WHAT IS REQUIRED =
In the records, find every line with the word "points" and copy it out.

SOURCE DATA =
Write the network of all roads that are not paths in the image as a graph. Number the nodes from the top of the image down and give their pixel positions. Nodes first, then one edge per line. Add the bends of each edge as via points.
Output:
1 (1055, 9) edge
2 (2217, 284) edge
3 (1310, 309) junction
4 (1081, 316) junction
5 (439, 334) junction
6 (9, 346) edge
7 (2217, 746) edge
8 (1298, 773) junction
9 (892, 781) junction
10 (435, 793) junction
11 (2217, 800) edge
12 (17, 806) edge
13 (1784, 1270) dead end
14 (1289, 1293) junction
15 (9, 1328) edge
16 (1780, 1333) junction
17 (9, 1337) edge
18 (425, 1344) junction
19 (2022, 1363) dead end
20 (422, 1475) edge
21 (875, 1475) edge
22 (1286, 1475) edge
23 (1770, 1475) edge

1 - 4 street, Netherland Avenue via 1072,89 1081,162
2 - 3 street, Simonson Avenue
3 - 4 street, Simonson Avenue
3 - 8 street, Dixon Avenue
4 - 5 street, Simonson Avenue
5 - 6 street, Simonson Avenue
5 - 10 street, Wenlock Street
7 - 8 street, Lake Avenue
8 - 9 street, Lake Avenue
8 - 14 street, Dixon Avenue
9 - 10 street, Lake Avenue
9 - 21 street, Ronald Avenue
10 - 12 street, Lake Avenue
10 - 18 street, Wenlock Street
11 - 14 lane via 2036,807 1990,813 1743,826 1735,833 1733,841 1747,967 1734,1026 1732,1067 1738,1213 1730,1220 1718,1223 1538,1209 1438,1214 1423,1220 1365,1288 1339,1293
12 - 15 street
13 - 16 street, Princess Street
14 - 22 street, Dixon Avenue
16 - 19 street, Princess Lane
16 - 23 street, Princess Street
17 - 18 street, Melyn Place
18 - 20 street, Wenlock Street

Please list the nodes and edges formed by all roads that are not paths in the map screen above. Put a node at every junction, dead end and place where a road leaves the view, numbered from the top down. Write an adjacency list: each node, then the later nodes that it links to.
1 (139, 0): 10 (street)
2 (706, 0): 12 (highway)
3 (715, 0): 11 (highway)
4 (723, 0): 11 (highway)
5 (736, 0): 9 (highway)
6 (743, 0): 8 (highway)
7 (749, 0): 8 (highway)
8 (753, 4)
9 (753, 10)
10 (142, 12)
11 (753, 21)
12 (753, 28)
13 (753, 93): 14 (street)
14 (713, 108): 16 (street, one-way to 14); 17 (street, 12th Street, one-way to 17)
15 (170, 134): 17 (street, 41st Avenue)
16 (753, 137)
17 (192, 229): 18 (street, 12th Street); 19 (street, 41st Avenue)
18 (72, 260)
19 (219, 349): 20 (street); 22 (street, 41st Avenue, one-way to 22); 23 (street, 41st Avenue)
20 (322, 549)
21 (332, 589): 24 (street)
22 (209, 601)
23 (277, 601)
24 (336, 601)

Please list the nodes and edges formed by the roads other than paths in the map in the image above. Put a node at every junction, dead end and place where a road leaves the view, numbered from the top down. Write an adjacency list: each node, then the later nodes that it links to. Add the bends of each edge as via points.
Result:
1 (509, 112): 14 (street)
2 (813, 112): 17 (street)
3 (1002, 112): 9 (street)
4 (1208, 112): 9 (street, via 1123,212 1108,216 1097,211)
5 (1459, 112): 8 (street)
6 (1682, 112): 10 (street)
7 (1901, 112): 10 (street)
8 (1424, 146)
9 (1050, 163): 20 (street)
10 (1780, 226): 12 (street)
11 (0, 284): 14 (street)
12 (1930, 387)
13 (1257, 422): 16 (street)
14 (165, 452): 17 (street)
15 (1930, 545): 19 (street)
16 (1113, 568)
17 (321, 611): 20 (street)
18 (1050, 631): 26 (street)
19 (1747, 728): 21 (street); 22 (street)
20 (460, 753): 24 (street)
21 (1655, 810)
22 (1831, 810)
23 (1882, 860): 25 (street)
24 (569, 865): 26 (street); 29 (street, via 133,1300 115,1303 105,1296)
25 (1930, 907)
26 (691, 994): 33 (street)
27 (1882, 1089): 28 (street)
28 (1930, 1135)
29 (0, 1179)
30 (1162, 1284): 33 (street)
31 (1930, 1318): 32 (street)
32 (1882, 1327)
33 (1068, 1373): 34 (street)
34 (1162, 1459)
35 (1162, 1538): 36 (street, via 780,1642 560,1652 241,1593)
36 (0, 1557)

RESPONSE TO THIS TASK =
Write the network of all roads that are not paths in the image as a graph. Number the nodes from the top of the image down and give their pixel positions. Nodes first, then one edge per line. Add the bends of each edge as via points.
Please list the nodes and edges formed by the roads other than paths in the map in the image above. Put a node at every junction, dead end and place where a road leaves the view, numbered from the top down. Write an adjacency list: each node, then the later nodes that it links to. Add the bends of each edge as via points.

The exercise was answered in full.